>>>

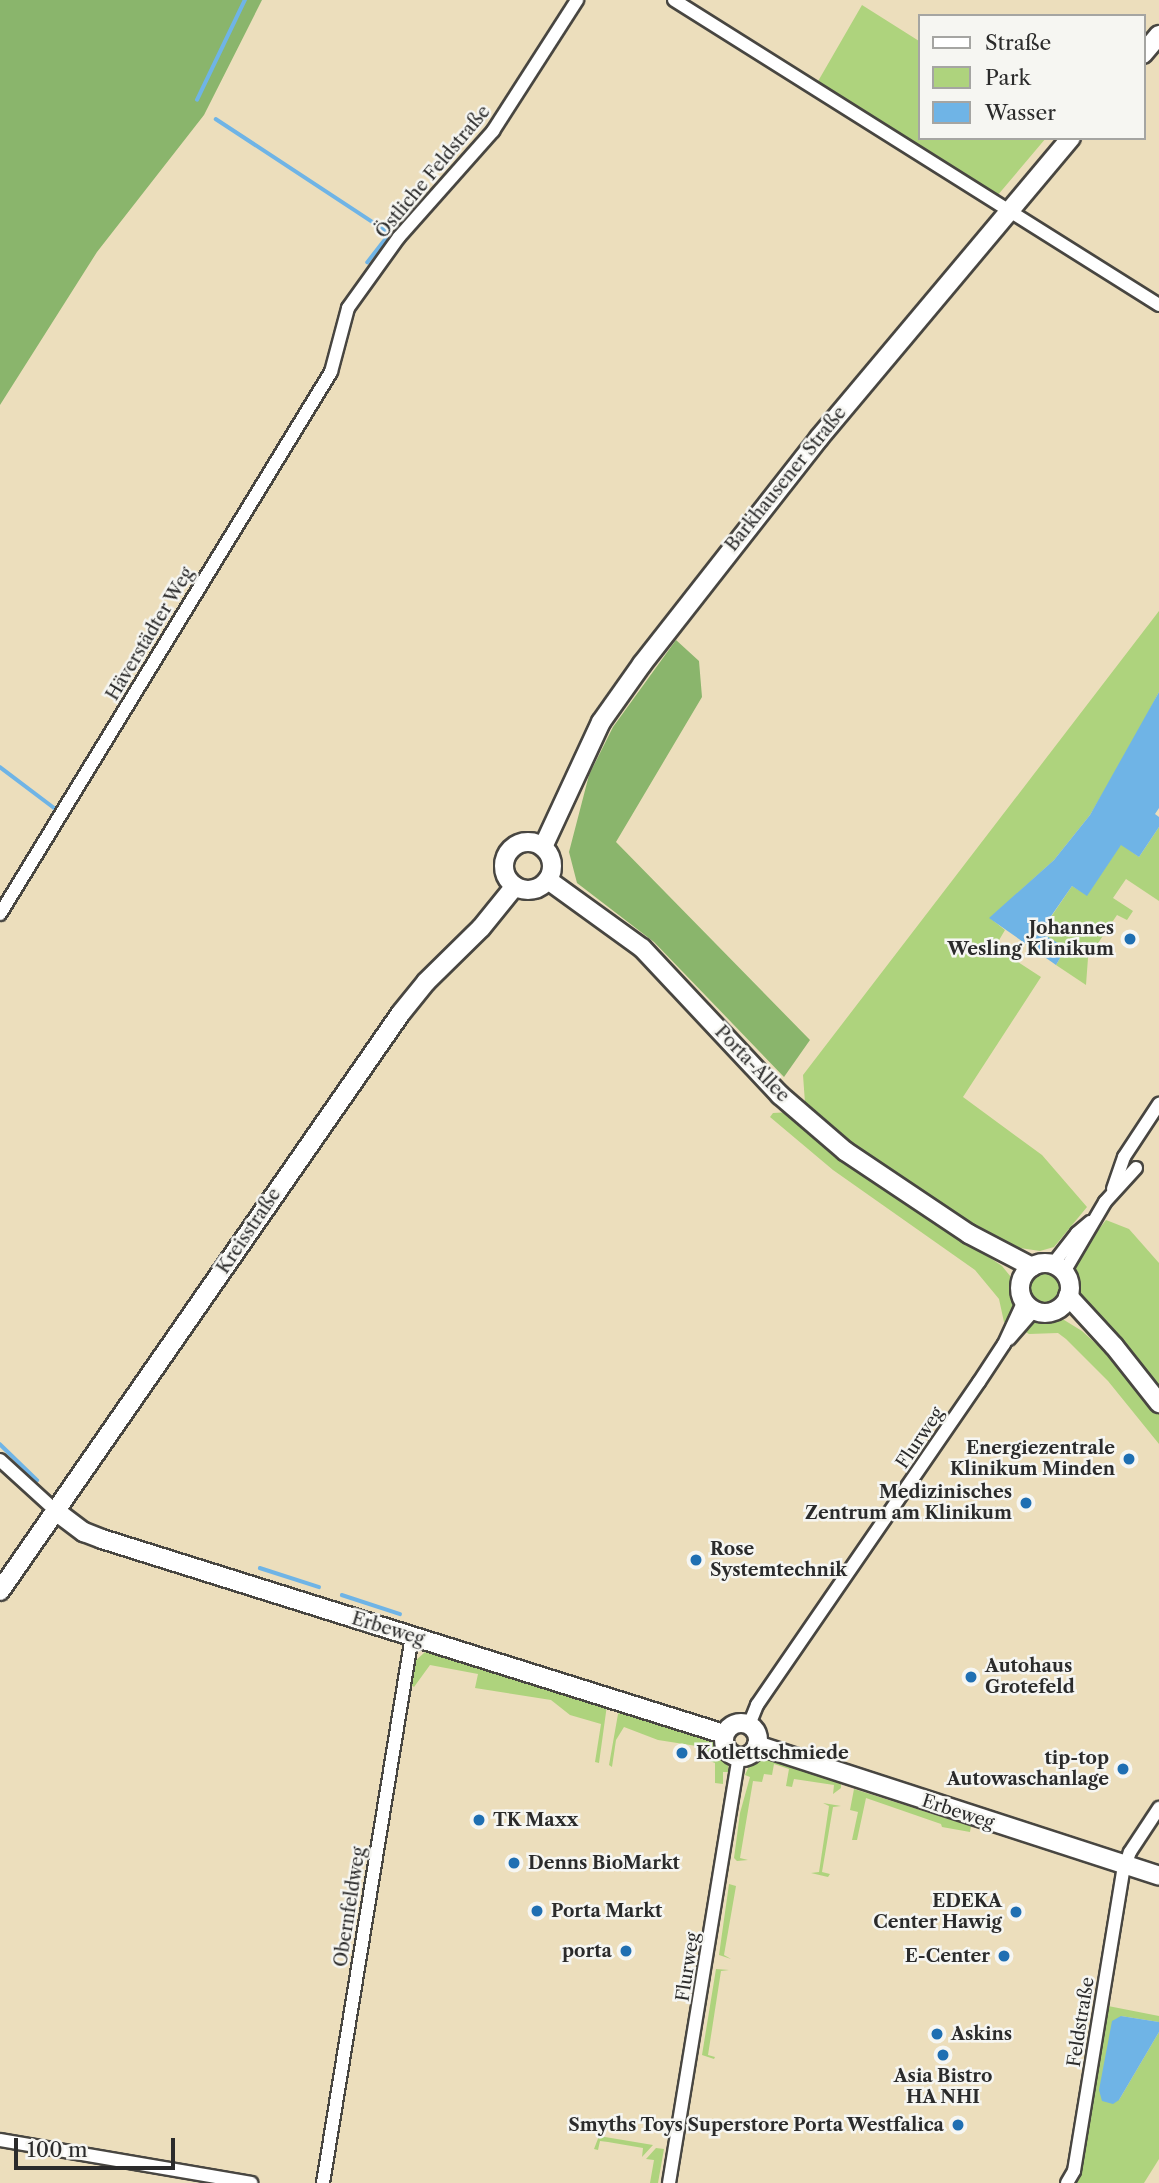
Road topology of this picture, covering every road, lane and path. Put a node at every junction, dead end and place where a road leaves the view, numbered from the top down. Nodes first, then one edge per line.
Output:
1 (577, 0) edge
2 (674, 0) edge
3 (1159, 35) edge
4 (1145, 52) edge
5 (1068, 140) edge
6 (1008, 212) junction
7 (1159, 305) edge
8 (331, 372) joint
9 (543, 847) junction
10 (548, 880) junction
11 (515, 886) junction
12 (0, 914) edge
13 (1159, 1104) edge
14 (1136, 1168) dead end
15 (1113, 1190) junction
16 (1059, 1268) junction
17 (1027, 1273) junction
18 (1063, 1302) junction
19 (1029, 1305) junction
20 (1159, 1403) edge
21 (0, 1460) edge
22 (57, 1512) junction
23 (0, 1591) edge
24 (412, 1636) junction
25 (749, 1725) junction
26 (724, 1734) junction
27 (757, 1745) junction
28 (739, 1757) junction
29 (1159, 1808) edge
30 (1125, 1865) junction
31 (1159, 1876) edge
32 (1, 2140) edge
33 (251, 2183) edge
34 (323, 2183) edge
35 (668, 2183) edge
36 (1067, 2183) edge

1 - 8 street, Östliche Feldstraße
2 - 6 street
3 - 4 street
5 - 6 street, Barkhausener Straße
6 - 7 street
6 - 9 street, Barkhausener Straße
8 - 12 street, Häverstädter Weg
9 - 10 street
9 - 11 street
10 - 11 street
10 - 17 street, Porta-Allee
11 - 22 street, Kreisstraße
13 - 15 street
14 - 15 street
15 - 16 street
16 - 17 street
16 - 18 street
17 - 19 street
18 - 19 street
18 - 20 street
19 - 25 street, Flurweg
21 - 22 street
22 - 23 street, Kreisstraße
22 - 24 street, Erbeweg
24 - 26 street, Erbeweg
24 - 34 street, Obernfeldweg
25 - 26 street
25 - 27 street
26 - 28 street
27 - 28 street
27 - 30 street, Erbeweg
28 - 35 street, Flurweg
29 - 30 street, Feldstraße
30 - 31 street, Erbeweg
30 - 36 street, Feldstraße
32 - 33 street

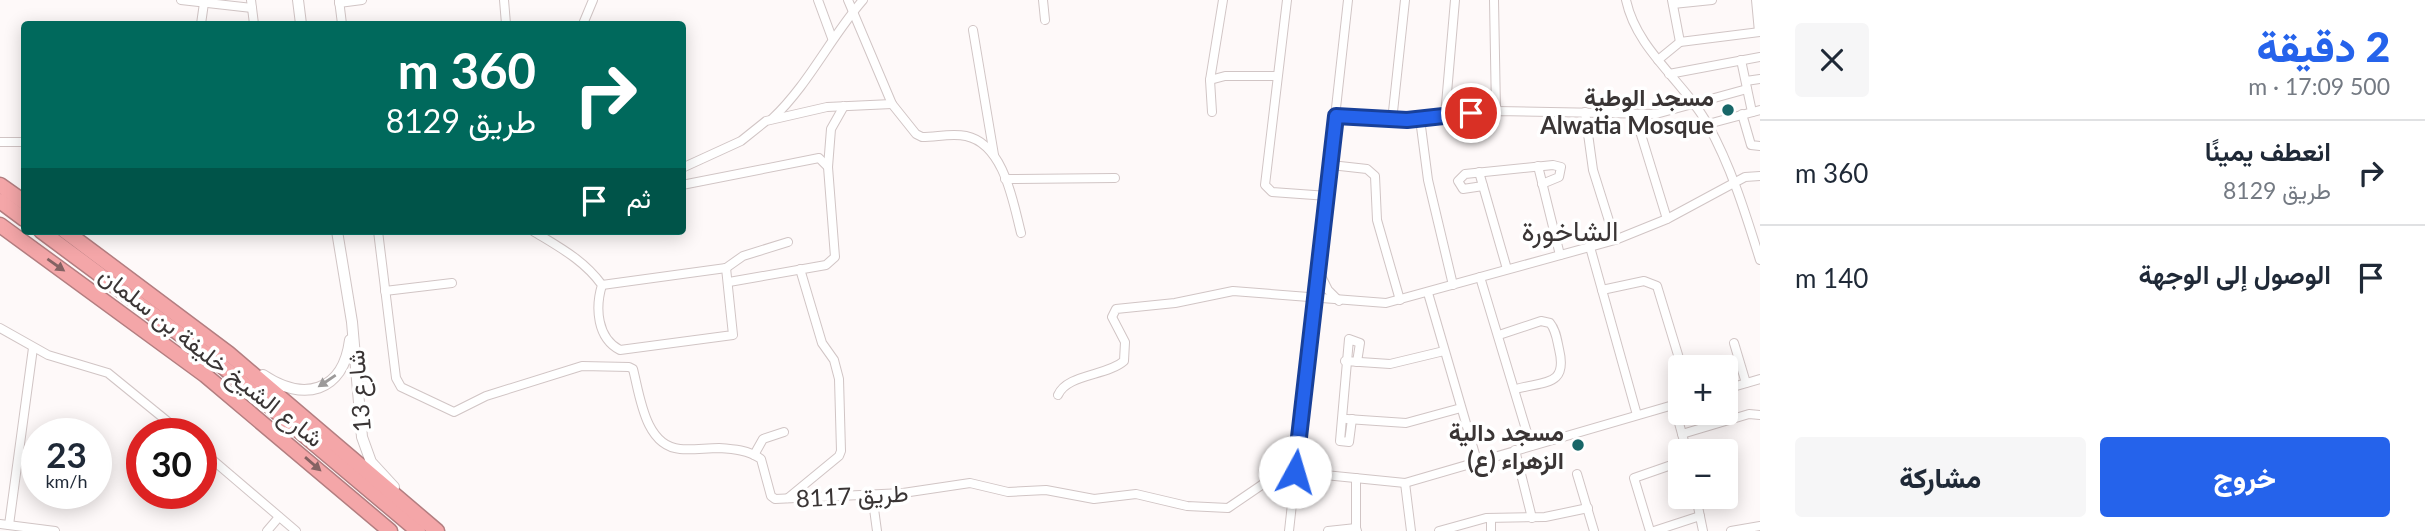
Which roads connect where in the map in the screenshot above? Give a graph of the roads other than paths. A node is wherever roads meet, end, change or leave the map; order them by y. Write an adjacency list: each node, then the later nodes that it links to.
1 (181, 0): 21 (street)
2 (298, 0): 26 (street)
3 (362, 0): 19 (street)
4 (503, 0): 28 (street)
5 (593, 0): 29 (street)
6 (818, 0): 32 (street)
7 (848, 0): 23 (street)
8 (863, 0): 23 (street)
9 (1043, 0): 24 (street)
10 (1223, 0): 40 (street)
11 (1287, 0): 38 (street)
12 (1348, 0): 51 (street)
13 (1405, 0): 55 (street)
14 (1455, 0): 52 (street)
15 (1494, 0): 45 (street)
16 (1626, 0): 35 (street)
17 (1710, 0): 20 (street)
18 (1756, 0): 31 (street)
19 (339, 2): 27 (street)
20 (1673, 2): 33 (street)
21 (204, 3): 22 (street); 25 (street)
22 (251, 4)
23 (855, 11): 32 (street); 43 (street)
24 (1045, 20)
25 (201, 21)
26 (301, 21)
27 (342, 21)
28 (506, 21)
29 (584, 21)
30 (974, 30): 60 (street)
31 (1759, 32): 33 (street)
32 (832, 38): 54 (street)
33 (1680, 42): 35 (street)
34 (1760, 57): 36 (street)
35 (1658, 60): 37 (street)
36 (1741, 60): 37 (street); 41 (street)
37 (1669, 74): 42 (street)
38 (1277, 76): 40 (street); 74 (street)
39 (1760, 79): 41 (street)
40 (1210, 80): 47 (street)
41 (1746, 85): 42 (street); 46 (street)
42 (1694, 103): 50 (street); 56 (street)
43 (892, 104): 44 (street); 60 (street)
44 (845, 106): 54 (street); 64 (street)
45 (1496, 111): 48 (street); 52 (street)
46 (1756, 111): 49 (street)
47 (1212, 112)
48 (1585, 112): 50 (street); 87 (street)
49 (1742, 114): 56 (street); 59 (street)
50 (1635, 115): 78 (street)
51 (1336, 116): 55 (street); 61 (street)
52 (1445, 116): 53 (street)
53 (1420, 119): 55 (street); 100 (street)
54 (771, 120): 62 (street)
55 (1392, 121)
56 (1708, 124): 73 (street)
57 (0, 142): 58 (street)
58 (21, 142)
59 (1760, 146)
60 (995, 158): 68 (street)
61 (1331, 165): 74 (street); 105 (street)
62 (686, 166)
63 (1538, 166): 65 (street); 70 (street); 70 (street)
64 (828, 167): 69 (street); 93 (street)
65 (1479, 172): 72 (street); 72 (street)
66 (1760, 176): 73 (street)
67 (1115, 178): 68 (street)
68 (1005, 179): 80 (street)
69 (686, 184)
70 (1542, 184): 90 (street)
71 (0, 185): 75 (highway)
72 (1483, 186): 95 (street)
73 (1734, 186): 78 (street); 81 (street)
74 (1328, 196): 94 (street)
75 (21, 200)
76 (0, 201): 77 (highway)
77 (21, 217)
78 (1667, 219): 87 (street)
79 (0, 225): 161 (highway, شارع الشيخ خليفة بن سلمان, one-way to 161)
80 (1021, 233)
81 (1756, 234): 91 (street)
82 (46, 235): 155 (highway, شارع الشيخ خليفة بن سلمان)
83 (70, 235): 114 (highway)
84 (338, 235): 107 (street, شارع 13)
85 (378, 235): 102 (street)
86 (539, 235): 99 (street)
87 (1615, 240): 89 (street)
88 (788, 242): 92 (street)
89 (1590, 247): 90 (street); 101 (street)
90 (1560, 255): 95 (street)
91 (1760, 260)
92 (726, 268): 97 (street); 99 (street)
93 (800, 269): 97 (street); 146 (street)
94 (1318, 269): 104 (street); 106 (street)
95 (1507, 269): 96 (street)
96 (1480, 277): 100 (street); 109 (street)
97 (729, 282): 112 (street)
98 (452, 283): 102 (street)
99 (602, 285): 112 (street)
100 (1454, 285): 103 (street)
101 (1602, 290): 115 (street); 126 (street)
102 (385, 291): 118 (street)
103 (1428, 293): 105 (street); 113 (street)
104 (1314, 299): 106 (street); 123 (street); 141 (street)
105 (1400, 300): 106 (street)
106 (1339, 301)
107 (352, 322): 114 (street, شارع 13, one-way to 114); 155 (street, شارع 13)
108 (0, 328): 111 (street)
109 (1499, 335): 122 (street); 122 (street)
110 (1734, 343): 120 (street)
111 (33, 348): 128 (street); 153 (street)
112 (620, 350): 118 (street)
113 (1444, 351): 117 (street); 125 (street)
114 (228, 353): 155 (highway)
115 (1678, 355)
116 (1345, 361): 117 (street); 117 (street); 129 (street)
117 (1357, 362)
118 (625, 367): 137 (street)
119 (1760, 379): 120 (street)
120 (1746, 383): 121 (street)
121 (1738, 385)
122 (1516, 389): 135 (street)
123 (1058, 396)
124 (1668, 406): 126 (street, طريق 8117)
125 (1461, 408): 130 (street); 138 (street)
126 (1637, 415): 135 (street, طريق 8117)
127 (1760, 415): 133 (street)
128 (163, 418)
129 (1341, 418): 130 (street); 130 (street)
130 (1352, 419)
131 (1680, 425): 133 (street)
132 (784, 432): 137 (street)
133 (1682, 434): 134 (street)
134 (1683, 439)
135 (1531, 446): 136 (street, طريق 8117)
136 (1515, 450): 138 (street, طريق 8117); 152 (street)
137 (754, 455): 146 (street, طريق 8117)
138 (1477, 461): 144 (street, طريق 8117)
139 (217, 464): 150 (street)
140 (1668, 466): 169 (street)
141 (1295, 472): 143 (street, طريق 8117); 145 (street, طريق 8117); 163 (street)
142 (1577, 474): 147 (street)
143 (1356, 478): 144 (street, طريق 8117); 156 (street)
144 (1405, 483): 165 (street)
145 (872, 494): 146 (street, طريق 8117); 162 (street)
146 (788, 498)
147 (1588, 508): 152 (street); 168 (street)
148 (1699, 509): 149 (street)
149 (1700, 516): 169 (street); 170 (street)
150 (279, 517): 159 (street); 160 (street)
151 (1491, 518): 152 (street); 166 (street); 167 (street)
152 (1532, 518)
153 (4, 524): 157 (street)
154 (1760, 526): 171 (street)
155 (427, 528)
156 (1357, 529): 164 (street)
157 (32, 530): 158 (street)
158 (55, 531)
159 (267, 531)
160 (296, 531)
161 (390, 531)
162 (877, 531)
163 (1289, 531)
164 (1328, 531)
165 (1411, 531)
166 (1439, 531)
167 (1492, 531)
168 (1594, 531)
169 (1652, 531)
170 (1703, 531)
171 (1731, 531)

<<<

### EXERCISE
Could you show every line of the listing that holds the string "Barkhausener"?

### WRITTEN SOLUTION
5 - 6 street, Barkhausener Straße
6 - 9 street, Barkhausener Straße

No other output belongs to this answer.